The establishment of new textile and garment cities as well as export promotion zones (EPZs) at different places including at Quetta are much talked about. However, it is felt by the existing industries including those located in EPZs at Karachi or other places that resolution of their problems are not getting due attention.

Existing industrial areas are lacking infrastructure and other basic facilities. Winder Industrial Estate in Balochistan is without gas and the government is said to be taking steps to provide gas there and to the township in Lasbela district.

It is imperative that these industrial estates are provided with proper infrastructure in the first instance and the prices of utilities are kept reasonable.

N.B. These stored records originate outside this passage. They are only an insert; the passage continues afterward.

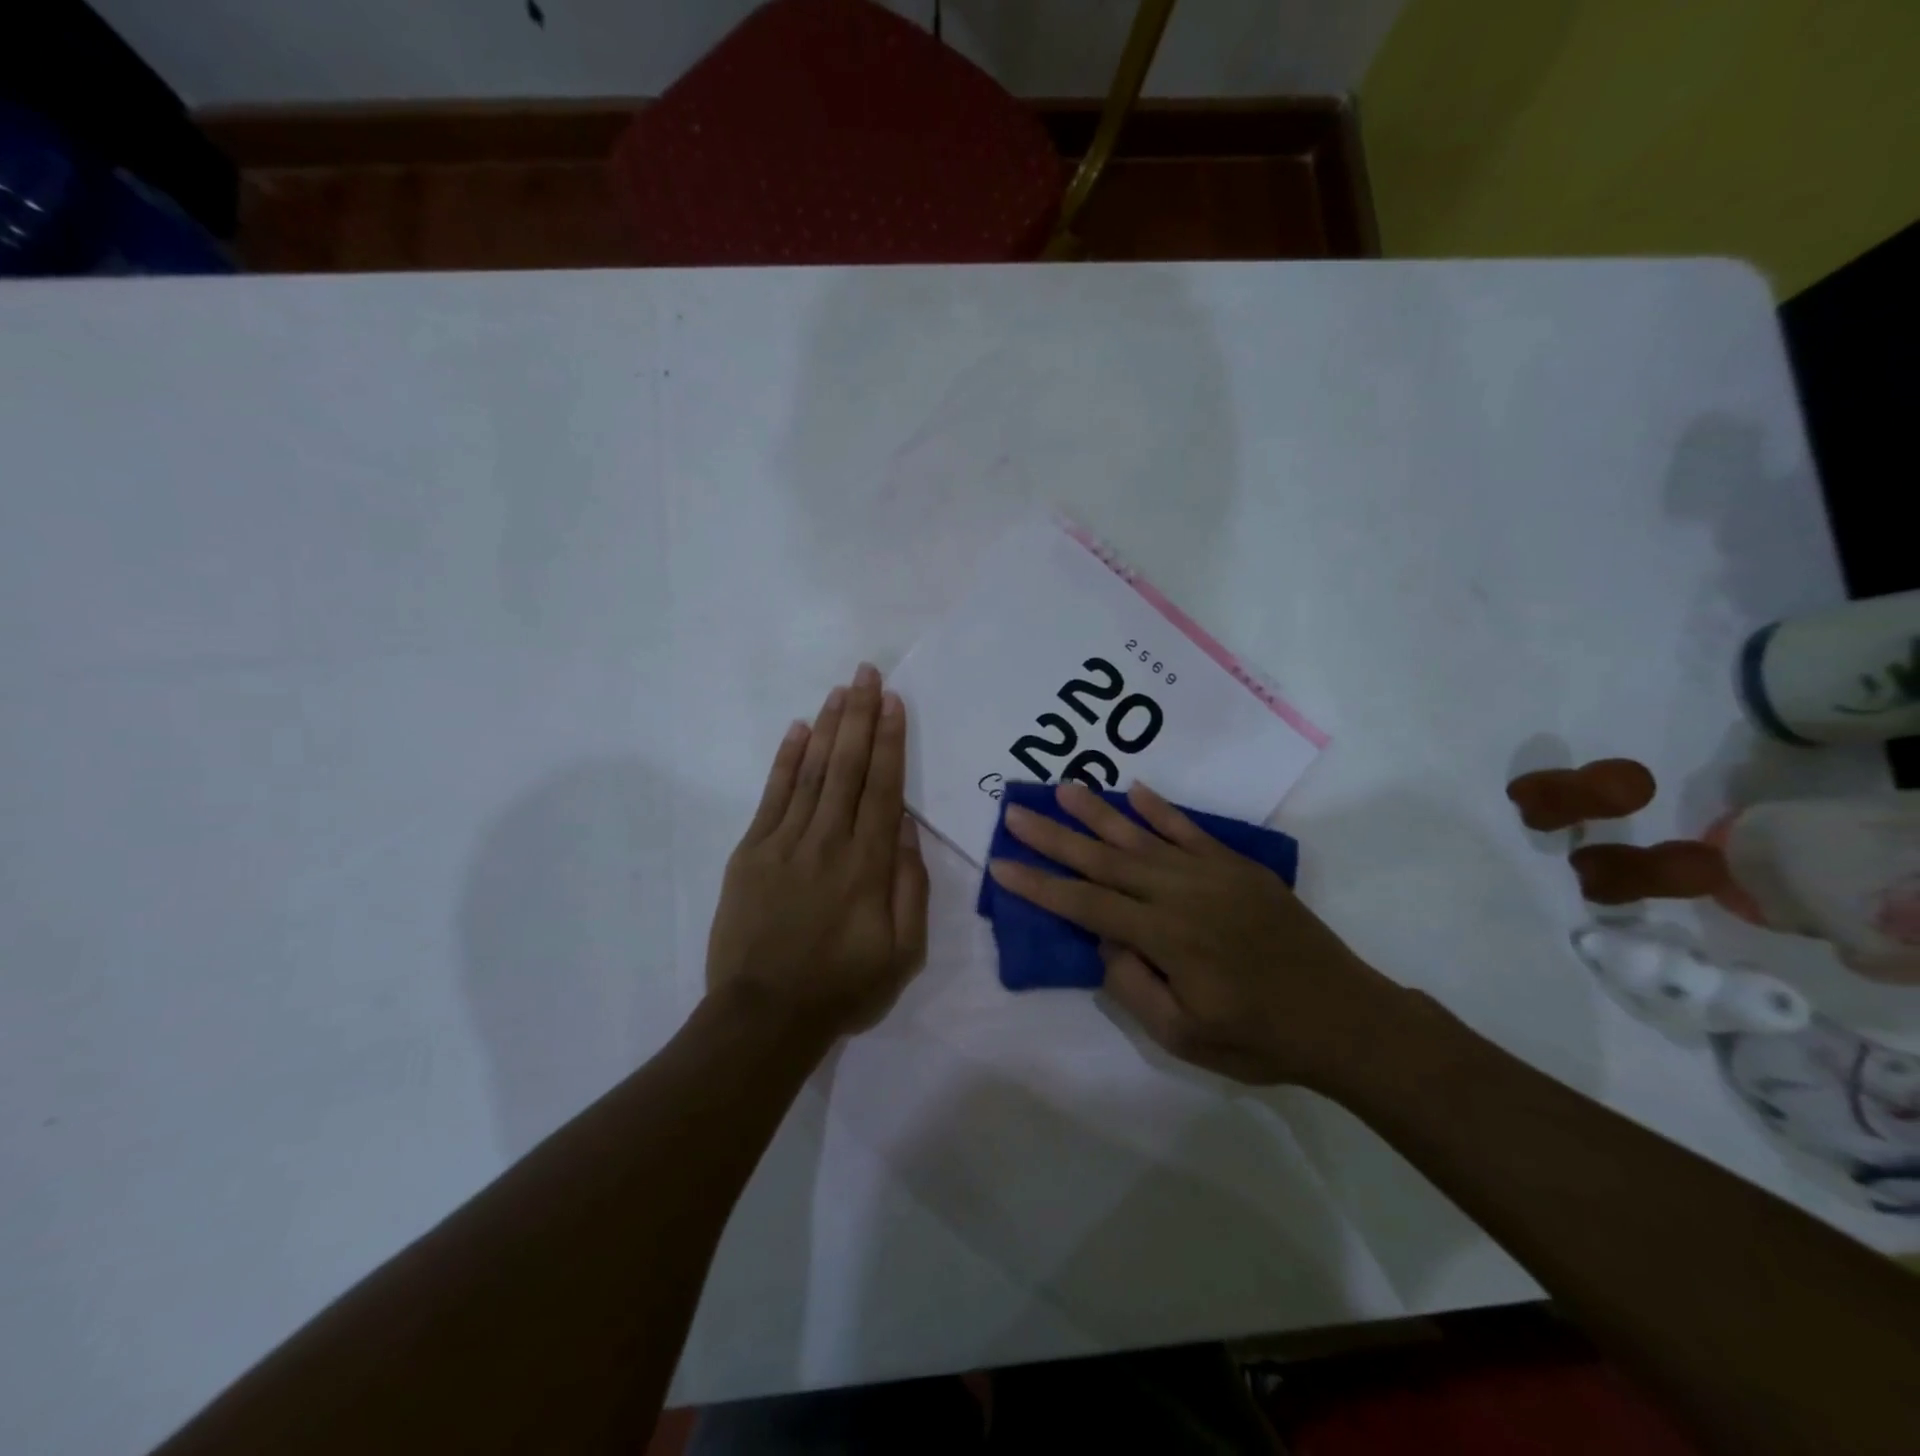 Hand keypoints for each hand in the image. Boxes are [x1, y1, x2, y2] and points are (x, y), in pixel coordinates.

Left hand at [706, 663, 929, 1037]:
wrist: (764, 1016)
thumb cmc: (843, 987)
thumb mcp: (903, 953)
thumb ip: (911, 887)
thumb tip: (908, 829)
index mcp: (868, 865)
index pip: (883, 788)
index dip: (890, 741)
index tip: (894, 702)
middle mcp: (827, 841)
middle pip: (847, 767)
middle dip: (860, 716)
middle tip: (867, 673)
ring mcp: (784, 843)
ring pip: (812, 773)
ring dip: (827, 728)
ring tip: (840, 690)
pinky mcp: (751, 852)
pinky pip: (772, 796)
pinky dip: (786, 760)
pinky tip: (797, 730)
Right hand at [988, 781, 1403, 1086]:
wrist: (1344, 1017)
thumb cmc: (1259, 1037)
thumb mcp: (1183, 1035)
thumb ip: (1133, 985)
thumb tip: (1106, 940)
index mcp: (1165, 937)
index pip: (1086, 904)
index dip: (1040, 885)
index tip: (1001, 864)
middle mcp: (1181, 893)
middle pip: (1104, 859)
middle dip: (1054, 837)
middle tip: (1016, 812)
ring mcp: (1211, 873)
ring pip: (1141, 835)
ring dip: (1098, 812)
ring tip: (1062, 788)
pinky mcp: (1236, 866)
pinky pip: (1189, 829)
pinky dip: (1159, 808)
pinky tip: (1134, 790)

In some small industrial estates, the plots have reportedly been occupied illegally. The Nazim Karachi has reportedly asked to end encroachments. Some of the industrial undertakings in EPZs, unable to export due to various reasons, are not allowed to sell locally more than 20 per cent of their output even after payment of duties as applicable.

The withdrawal of special facilities originally allowed for industries located in Gadoon Amazai, NWFP led to the closure of many industrial units causing financial loss to the investors and their financiers and layoff of large number of workers.

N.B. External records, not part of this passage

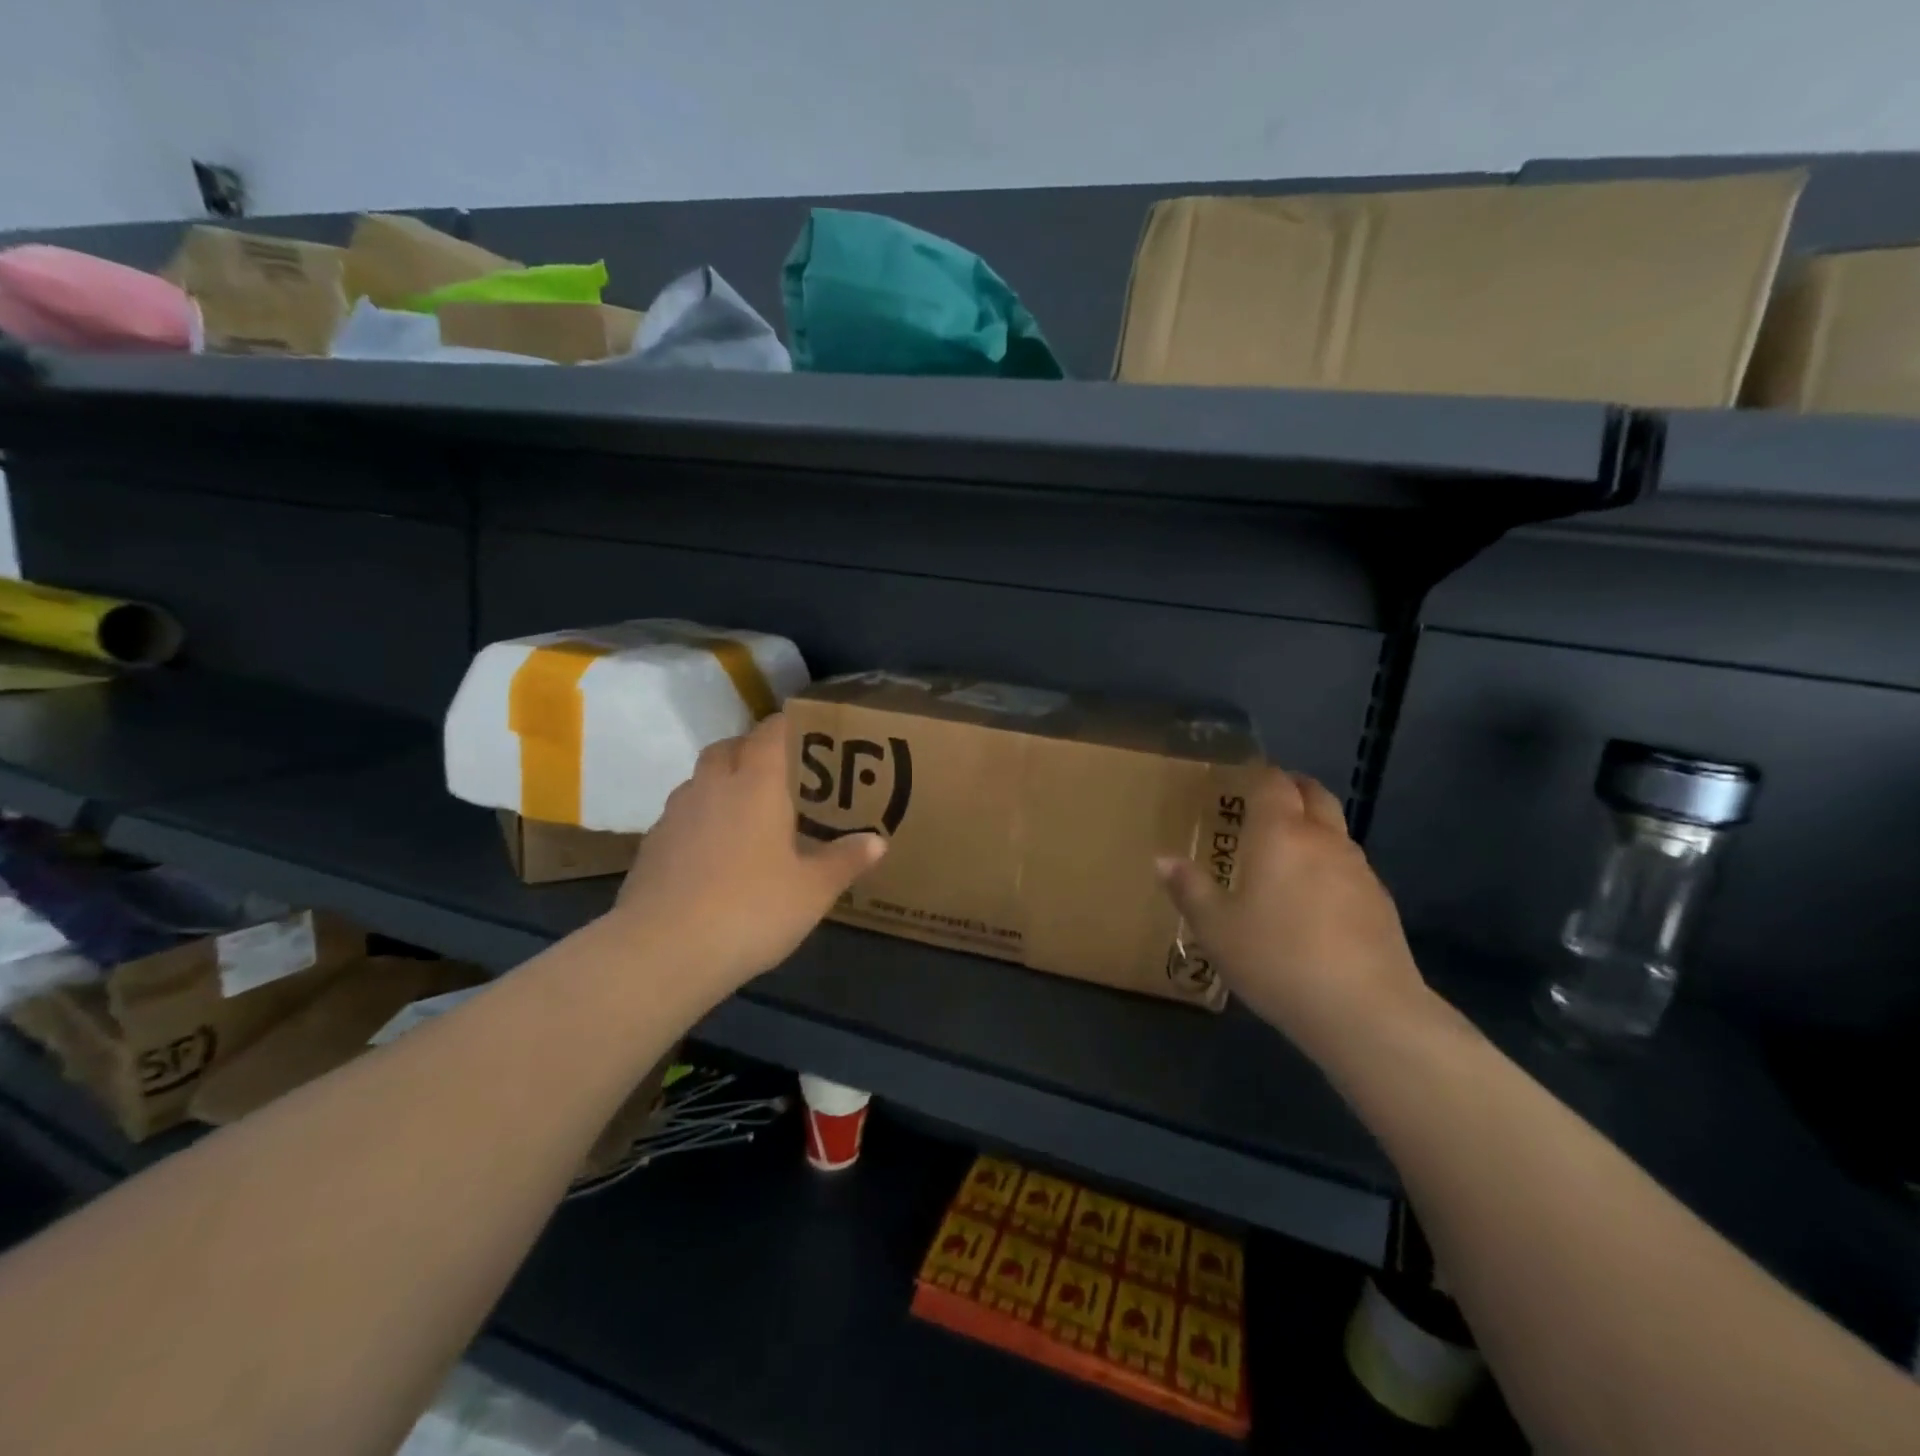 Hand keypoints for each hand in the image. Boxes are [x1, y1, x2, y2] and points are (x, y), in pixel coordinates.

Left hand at [613, 713, 885, 995]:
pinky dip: (701, 821)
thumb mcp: (812, 891)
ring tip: (748, 815)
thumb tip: (878, 841)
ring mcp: (675, 815)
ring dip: (722, 784)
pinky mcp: (651, 846)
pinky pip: (682, 816)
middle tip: (779, 773)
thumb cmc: (750, 909)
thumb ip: (845, 861)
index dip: (788, 725)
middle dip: (751, 750)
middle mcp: (712, 787)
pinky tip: (715, 855)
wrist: (662, 951)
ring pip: (700, 781)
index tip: (807, 730)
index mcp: (755, 785)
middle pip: (728, 748)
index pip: (770, 733)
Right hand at [1157, 767, 1431, 1070]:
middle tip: (1264, 803)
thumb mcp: (1216, 928)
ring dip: (1312, 829)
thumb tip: (1163, 859)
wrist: (1365, 1010)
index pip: (1273, 783)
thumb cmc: (1277, 957)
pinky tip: (1314, 902)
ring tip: (1285, 855)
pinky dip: (1329, 866)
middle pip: (1314, 795)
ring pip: (1335, 831)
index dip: (1258, 774)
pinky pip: (1349, 867)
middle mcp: (1323, 840)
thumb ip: (1189, 889)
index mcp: (1280, 834)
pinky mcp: (1381, 903)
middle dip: (1291, 789)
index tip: (1240, 778)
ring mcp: (1359, 870)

The government of NWFP has reportedly sought relief in the trade policy on exports of marble, granite, furniture and tobacco. The NWFP has also sought for industry reduction in the power tariff. Industries located in Nooriabad, Sindh, were also adversely affected due change in incentives as well as the deterioration of law and order.

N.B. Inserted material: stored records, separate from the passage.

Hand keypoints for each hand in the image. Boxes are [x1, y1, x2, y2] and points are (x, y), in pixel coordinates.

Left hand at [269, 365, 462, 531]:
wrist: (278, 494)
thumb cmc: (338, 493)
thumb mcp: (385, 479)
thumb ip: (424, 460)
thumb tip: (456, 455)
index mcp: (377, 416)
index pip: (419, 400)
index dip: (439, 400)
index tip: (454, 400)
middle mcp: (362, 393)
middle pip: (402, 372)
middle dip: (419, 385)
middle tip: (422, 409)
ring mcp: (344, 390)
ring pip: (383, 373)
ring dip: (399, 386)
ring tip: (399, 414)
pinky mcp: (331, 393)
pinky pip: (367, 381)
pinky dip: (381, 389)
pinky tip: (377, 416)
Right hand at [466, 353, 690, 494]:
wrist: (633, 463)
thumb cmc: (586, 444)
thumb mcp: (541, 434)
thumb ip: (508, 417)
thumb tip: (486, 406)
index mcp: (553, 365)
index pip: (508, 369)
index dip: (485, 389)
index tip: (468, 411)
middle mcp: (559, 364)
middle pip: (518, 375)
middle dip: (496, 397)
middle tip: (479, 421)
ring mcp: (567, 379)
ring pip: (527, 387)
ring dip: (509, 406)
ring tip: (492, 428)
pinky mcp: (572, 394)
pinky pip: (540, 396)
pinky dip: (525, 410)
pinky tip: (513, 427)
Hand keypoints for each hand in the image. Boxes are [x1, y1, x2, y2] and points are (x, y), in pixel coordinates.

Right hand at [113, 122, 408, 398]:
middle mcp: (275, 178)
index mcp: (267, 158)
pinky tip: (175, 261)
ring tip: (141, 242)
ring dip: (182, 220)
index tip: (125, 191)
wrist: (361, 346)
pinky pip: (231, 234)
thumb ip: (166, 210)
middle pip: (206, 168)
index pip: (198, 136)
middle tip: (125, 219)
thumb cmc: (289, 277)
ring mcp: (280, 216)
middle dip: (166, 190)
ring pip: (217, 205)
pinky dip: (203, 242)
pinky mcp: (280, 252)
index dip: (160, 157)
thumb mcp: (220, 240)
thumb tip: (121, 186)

The government claims that the law and order in the country is good. However, the importers and investors have their own perception of the conditions on ground. Odd and rare cases of kidnapping of a trader, a businessmen or an industrialist, shatter the confidence of the whole community.

They lose peace of mind if they have to be looking over their shoulders all the time. Generally foreigners-be they investors, importers or tourists- avoid visiting the country.

This adversely affects local business/industry and many potential business opportunities are lost to other countries. If there are apprehensions on the safe movement of goods or labour at any hour of the day or night, it limits flexibility to industry and thus adds to the cost of doing business.

It is not easy for many industries to individually tackle the disposal of industrial waste. Collective disposal plants are more appropriate but these entail large capital and operating costs.

The Environmental Protection Agency, Sindh, has reportedly issued show-cause notices to different industries located in the SITE, Kotri, as their effluents, based on laboratory analysis of samples, were found exceeding the prescribed standards. The untreated effluents discharged directly into the Kotri barrage feeder (KB feeder) pollute the water supplied to the people from Kotri to Karachi.

The tanneries effluent plant in Korangi, Karachi, has also been delayed due to various reasons. As such most industrial estates in the country generally depict poor environment.

The government is urged to give more attention and financial support to this aspect for enabling industries to comply with environment requirements under WTO arrangements effective 2005.

In a few months, our industries shall be fully exposed to the quota-free regime under WTO arrangements. It is said that there have not been enough of efforts to fully protect the local industry from the adverse effects of the free market economy. In the free market only those countries manage to survive that are competitive, maintain quality and ensure timely delivery of goods.

Frequent load-shedding, power breakdowns and low voltage cause damage to costly machinery and equipments. Low voltage causes high ampere power supply with potential for over heating of internal cables, sometimes resulting into fires, and also higher billing due to higher use of power. This is in addition to production losses and possible cancellation of export orders.